## Required action:
The number of lines in the records that include "middle" is all you should give.

[[ Material provided open ]]

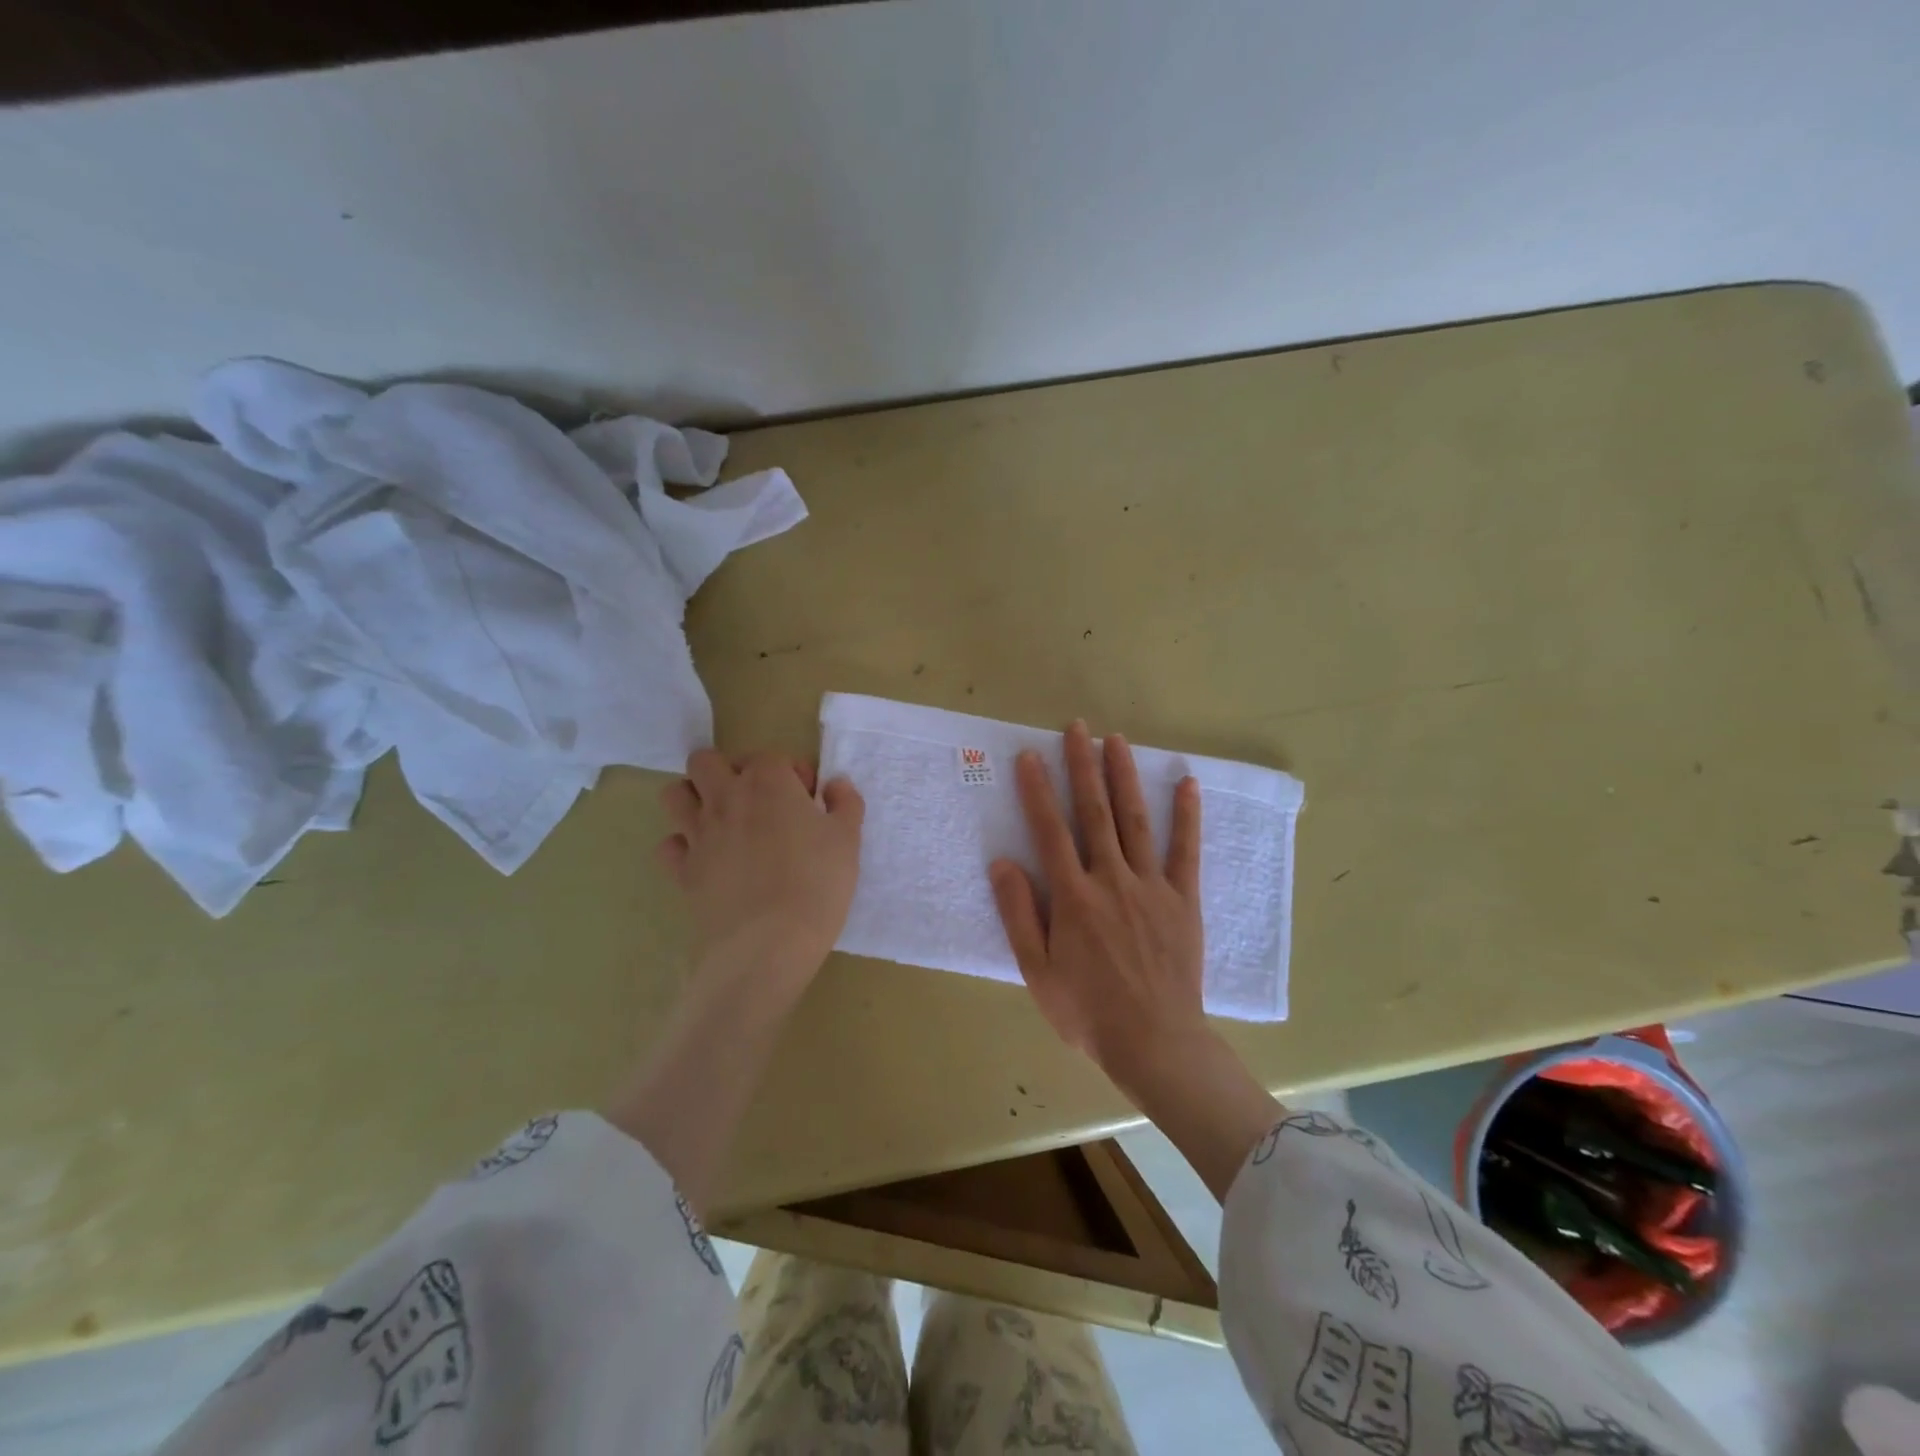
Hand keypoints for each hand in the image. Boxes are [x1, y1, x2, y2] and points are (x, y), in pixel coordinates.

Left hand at [657, 749, 864, 1007]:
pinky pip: (670, 844)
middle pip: (706, 762)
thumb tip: (835, 785)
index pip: (772, 757)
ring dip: (695, 799)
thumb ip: (845, 803)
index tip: (810, 802)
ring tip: (725, 822)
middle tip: (758, 802)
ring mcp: (698, 833)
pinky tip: (708, 859)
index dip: (793, 775)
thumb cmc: (817, 884)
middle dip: (729, 771)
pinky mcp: (683, 870)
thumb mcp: (848, 840)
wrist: (768, 944)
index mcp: (768, 782)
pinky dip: (684, 846)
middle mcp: (726, 797)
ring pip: (675, 794)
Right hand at [989, 721, 1285, 1200]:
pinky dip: (1187, 815)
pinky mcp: (1183, 899)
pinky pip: (1186, 850)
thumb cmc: (1088, 1011)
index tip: (1030, 756)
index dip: (1038, 791)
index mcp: (1073, 897)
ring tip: (1116, 740)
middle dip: (1082, 767)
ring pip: (1135, 820)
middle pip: (1094, 813)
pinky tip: (1186, 782)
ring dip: (1124, 777)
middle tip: (1076, 728)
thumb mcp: (1037, 971)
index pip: (1050, 831)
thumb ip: (1020, 914)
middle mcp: (1111, 880)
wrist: (1155, 1043)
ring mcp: (1151, 886)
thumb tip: (1003, 862)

[[ Material provided closed ]]

## Answer for this exercise:
8